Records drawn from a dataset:
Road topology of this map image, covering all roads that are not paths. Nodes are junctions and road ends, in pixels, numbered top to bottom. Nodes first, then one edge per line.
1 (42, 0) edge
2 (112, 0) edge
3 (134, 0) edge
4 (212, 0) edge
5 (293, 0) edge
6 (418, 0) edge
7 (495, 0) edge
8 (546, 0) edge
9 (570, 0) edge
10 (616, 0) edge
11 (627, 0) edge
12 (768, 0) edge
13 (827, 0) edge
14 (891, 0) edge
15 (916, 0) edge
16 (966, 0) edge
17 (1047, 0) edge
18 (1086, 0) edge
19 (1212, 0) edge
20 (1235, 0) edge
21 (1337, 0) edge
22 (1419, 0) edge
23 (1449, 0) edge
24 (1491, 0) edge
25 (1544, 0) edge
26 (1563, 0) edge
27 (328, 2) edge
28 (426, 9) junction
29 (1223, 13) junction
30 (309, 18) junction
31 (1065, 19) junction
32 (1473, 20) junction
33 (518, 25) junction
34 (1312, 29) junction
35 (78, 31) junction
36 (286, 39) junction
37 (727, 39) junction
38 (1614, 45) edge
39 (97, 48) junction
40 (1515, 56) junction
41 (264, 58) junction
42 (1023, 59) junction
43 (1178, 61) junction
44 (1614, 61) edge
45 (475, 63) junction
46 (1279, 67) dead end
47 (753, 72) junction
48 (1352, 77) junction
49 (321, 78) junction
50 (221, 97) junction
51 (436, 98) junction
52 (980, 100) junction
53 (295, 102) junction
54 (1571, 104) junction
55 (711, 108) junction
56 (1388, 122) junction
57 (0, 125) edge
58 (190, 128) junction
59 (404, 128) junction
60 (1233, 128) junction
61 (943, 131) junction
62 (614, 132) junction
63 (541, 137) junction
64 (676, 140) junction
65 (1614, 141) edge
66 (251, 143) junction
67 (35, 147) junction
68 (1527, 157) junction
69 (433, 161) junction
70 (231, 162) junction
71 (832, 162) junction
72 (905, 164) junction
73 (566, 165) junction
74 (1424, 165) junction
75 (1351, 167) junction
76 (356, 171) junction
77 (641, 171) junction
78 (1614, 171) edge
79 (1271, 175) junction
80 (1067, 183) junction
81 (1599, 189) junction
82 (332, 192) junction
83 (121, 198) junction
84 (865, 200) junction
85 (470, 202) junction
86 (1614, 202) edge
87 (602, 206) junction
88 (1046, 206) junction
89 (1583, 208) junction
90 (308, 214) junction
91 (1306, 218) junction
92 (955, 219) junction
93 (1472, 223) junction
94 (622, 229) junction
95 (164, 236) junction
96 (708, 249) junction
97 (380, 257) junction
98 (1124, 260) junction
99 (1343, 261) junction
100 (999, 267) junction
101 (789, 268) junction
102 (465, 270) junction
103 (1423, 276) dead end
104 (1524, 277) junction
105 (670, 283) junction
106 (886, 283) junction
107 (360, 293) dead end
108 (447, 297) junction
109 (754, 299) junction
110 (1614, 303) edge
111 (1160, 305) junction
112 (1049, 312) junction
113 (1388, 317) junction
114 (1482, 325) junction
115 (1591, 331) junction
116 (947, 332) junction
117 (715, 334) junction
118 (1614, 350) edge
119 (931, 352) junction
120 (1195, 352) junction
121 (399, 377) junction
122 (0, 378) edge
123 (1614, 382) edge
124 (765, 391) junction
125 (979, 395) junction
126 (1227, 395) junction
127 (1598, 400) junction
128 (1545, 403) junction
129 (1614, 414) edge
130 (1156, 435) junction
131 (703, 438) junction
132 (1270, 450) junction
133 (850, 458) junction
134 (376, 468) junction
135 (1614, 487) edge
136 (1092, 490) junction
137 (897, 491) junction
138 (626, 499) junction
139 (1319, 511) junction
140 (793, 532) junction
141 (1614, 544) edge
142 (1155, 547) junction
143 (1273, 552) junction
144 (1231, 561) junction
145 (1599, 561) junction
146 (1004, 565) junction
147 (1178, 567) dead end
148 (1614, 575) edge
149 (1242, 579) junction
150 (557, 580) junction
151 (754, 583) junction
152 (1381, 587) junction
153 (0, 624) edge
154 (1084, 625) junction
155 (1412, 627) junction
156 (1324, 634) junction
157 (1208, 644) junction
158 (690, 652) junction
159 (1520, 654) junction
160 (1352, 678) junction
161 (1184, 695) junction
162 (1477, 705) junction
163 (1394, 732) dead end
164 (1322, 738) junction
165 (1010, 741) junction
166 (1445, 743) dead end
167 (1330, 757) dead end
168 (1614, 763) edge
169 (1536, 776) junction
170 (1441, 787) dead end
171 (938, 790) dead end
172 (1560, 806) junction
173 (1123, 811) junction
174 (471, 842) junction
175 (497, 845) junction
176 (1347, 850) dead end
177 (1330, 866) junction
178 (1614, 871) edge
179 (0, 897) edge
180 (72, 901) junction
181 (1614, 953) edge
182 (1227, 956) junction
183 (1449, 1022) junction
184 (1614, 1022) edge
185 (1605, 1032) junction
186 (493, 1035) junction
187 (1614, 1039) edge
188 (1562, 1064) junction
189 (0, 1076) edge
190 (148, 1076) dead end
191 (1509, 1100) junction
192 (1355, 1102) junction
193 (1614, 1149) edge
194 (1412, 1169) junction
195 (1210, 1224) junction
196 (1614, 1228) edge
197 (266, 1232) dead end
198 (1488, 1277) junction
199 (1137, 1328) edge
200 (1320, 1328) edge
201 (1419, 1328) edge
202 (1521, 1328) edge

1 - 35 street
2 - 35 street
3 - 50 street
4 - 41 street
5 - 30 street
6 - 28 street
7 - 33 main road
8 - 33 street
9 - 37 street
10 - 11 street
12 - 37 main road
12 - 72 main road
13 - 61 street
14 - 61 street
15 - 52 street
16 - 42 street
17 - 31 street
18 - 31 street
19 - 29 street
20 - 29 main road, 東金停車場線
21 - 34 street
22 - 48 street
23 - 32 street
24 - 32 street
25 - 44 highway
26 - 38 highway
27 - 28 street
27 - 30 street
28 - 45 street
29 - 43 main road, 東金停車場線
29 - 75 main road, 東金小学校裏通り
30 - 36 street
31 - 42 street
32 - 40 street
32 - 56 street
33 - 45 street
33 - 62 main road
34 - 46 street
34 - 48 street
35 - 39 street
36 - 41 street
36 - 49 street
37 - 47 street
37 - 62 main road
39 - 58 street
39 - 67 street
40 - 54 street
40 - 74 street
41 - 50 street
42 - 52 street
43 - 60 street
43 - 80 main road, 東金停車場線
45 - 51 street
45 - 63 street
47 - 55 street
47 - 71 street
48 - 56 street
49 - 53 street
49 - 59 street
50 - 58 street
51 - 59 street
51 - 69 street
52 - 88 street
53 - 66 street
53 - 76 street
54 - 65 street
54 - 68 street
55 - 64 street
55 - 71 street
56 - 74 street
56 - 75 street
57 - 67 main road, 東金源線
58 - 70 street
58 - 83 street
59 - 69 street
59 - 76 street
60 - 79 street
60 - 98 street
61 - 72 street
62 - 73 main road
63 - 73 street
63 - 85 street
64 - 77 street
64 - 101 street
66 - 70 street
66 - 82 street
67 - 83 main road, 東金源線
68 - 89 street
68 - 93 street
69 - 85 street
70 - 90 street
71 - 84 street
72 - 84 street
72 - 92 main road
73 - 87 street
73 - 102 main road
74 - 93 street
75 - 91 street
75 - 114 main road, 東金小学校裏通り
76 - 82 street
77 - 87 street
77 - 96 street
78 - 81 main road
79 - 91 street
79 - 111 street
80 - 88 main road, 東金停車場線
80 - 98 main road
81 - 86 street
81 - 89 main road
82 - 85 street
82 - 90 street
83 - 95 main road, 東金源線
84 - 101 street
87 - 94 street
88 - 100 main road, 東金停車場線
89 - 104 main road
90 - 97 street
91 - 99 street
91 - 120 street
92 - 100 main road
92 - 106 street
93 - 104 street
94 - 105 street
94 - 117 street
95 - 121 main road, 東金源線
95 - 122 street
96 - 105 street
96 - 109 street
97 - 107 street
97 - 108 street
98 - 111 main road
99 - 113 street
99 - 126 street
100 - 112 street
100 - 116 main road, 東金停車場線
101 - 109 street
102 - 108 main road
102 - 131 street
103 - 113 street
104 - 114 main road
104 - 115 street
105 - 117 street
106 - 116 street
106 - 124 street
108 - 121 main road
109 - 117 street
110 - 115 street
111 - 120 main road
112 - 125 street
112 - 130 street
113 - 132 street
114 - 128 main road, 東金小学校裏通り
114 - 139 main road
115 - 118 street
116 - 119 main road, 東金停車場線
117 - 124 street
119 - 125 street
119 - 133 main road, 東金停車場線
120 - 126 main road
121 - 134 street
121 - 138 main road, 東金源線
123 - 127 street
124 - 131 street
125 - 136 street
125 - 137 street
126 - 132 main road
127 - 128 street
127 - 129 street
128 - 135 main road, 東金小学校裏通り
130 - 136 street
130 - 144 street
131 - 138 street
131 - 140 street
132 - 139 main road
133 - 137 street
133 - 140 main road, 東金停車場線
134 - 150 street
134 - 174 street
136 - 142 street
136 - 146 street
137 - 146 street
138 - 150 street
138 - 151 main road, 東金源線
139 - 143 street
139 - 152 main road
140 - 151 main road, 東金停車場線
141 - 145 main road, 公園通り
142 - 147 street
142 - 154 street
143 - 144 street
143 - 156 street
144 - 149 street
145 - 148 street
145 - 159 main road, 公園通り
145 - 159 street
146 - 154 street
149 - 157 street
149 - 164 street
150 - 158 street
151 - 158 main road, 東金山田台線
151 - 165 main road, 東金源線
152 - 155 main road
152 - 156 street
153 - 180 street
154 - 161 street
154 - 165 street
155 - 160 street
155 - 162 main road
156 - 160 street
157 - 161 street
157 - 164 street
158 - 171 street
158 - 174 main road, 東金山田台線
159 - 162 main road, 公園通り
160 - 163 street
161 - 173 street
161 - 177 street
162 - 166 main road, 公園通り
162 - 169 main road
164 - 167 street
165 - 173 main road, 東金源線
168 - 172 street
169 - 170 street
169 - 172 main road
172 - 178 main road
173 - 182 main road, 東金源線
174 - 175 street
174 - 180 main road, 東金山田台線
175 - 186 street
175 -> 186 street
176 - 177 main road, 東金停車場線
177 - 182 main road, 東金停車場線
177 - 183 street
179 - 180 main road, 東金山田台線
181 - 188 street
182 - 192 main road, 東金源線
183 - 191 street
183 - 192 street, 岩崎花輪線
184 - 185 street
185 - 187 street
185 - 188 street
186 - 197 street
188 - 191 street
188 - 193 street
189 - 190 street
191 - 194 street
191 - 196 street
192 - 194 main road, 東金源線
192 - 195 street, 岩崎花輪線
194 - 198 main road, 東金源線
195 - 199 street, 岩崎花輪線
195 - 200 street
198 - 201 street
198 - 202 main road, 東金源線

_What the task requires_: Go through the data, and copy each line in which the word "岩崎花輪線" appears.

_Solution_:
183 - 192 street, 岩崎花輪線
192 - 195 street, 岩崎花輪線
195 - 199 street, 岩崎花輪線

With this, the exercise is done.